PROMPT:
Only an exact repetition of the lines from the one that holds "have an account?</text>" to the end of the records is wanted.

(Beginning of RECORDS FOR THIS TASK)

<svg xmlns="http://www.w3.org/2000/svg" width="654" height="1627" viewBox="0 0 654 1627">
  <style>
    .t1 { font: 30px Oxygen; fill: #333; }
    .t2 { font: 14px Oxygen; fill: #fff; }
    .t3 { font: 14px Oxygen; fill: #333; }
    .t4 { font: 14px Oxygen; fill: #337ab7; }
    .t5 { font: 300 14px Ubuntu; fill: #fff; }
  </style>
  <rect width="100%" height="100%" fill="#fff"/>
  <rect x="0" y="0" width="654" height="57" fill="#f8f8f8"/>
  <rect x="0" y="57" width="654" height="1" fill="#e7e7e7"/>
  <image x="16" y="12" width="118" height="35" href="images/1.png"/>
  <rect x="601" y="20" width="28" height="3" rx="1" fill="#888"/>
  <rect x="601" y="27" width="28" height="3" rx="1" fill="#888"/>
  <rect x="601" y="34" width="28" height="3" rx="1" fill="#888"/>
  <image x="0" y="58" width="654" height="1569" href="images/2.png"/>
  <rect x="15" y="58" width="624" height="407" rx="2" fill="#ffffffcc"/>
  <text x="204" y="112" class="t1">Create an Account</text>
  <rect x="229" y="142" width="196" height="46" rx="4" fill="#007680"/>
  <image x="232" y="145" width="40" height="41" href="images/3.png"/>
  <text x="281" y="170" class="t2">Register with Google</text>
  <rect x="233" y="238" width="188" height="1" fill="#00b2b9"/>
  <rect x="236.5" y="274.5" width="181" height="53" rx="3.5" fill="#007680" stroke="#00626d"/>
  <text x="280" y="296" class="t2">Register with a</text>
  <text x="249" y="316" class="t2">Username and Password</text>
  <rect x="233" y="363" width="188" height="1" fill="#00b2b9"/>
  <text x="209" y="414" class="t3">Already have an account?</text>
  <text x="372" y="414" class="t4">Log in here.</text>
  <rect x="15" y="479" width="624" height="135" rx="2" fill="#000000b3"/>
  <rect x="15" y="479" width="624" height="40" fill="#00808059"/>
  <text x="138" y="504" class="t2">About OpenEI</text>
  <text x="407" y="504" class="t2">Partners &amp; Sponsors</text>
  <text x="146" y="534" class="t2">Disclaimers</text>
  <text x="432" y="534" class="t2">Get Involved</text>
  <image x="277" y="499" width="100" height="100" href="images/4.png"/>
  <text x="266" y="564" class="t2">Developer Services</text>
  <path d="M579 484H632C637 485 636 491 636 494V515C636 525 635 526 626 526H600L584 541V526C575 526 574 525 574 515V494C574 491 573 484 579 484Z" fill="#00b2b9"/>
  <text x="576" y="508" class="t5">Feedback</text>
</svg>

(End of RECORDS FOR THIS TASK)

YOUR RESPONSE:
  <text x="209" y="414" class="t3">Already have an account?</text>
  <text x="372" y="414" class="t4">Log in here.</text>
  <rect x="15" y="479" width="624" height="135" rx="2" fill="#000000b3"/>
  <rect x="15" y="479" width="624" height="40" fill="#00808059"/>
  <text x="138" y="504" class="t2">About OpenEI</text>
  <text x="407" y="504" class="t2">Partners &amp; Sponsors</text>
  <text x="146" y="534" class="t2">Disclaimers</text>
  <text x="432" y="534" class="t2">Get Involved</text>
  <image x="277" y="499" width="100" height="100" href="images/4.png"/>
  <text x="266" y="564" class="t2">Developer Services</text>
  <path d="M579 484H632C637 485 636 491 636 494V515C636 525 635 526 626 526H600L584 541V526C575 526 574 525 574 515V494C574 491 573 484 579 484Z" fill="#00b2b9"/>
  <text x="576" y="508" class="t5">Feedback</text>
</svg>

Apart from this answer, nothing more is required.